By Sarah Colson
I asked for it: that tiny, 38 mm screen on my little wrist that chirps and dings every time I get a text; that fine jewelry that can also make me feel like the Inspector Gadget; that beautiful rose gold and lavender accessory that is sure to turn my skies blue and my status to “cool kid.” That’s right. This Christmas, I got an Apple Watch, sport edition.
It was a surprise gift, one that I had asked for jokingly, knowing that my handsome and intelligent Jonathan’s budget would not allow for the shiny trinket. However, being the brilliant man that he is, Jonathan asked for a little help (OK, a lot of help) from my mom, my brother and his fiancée, my in-laws, random people he passed on the street… to surprise me with the better-than-diamonds present for my Christmas gift.
I originally asked for the sport watch because of my love for running and fitness. This thing not only can track your mileage and pace using GPS coordinates, but also tracks your heart beat constantly throughout the day and gives you fitness updates while you run to let you know if you’ve met your target heart rate. And you can set it to tell time with the classic Mickey Mouse hands, so there’s that, too.

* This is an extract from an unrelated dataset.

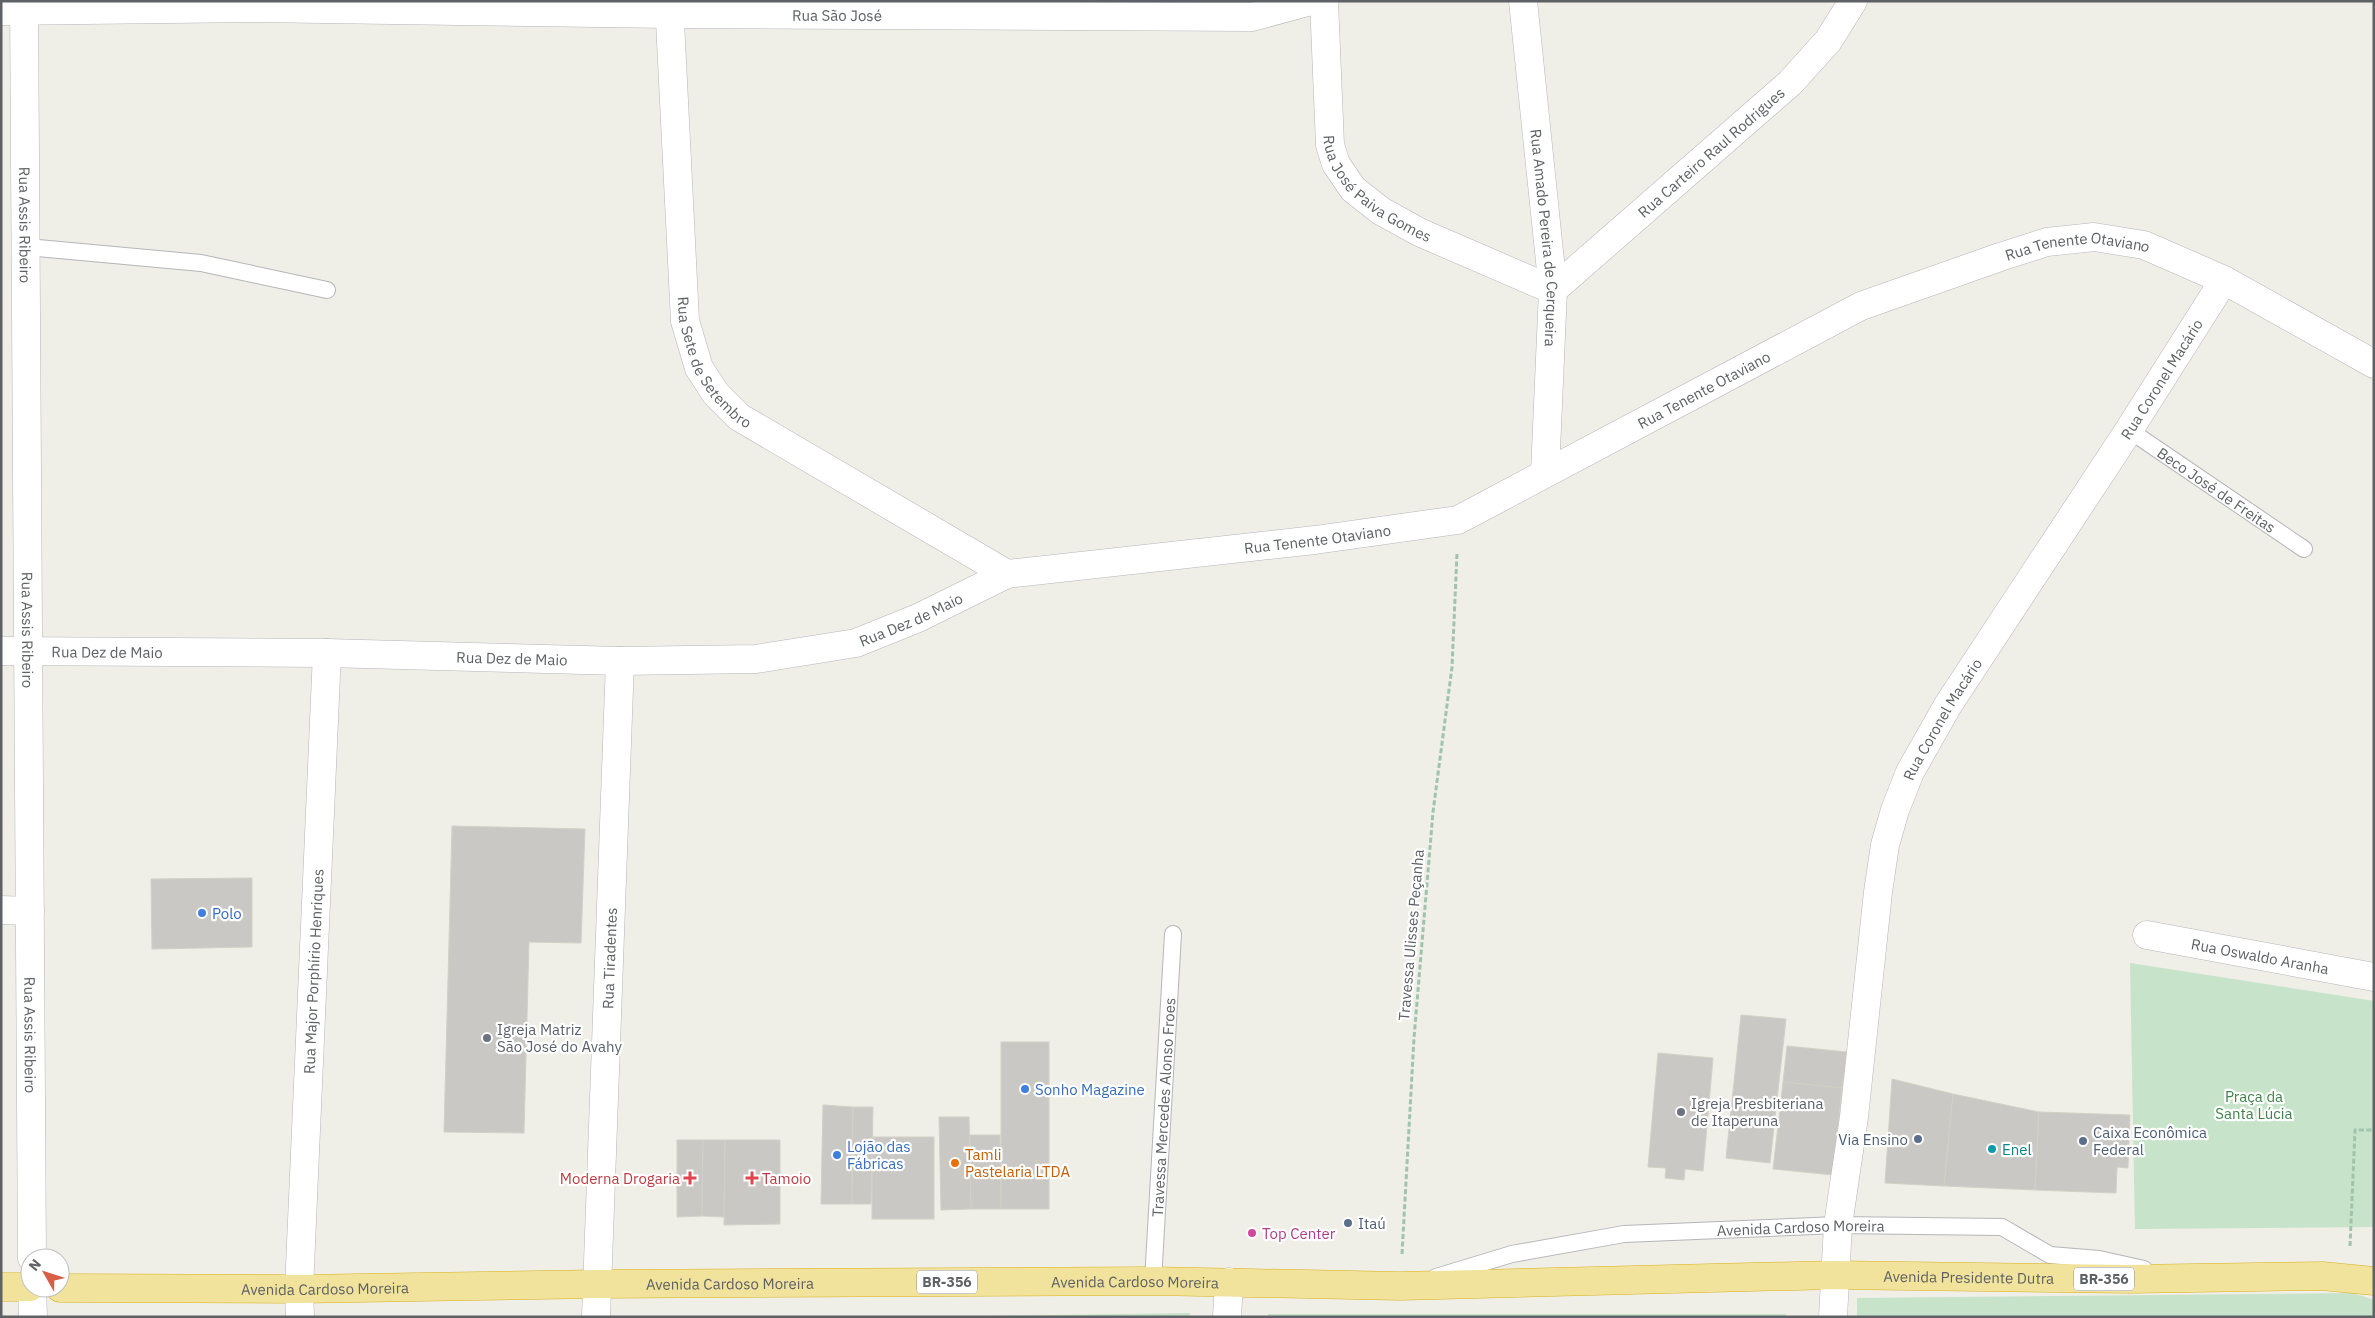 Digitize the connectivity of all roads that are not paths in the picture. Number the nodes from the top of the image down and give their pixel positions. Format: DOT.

Little did I know, however, that this little device is also quick to let you know when you’re not meeting those fitness goals. A couple days after Christmas, I was trying to enjoy some Netflix on my phone while Jonathan and his dad tried not to cry during the Packer game, when all of a sudden my watch started dinging and vibrating, ripping me from my productivity.
“You have not reached your goal of calories burned. Go exercise,” is what the screen read.
Well, OK Mr. Gadget. Apparently my morning run didn’t cut it.
This week, millions of people will flock to gyms worldwide in the optimistic hope of setting New Year’s resolutions in the shape of fitness goals. And while some gym rats turn their noses up at the new influx of bright-eyed fitness enthusiasts, I get excited.
Six years ago, I couldn’t run a mile. The first time I tried, I gave up, walked half of it and cried. Now, I am training for my third half marathon and completed my first Spartan Super this fall. You have to start somewhere, and my humble beginnings involved a lot of crying during runs. Just ask the handsome and annoyingly athletic Jonathan.
Our biggest obstacle when it comes to getting into shape, or setting any goal for that matter, is that we really believe we just can’t do it. While I will never be the fastest runner or be able to run the farthest, the idea that I can’t meet a fitness goal no longer seems like a good excuse not to try.
The worst advice I’ve ever received went something like this: “It is unrealistic to think we can solve the world’s problems. Our young people, like you, can pour your hearts and souls into much good work, but I don’t see any realistic hope of solving the world’s problems.” Ouch.
Nothing good came from that advice, other than a brief flare-up of my old familiar stubbornness to prove that person wrong.
I passionately believe that unhealthy lifestyles and habits is one of our region’s must troubling problems. I also passionately believe that taking care of one’s body can make more than just body fat disappear—it helps reduce anxiety and stress, pumps you full of endorphins, and builds community.
So while my cute little rose gold and lavender Apple Watch may annoy me at times, I’m going to listen to it. The first step in combatting any problem in our world is to, well, take a step ourselves. Sure, it may be unrealistic and naïve to think that we can solve the world’s problems. Still, we can try to be part of the solution. And together, maybe, just one step at a time, we can help each other reach our goals. A very happy and encouraging New Year full of big resolutions to you all.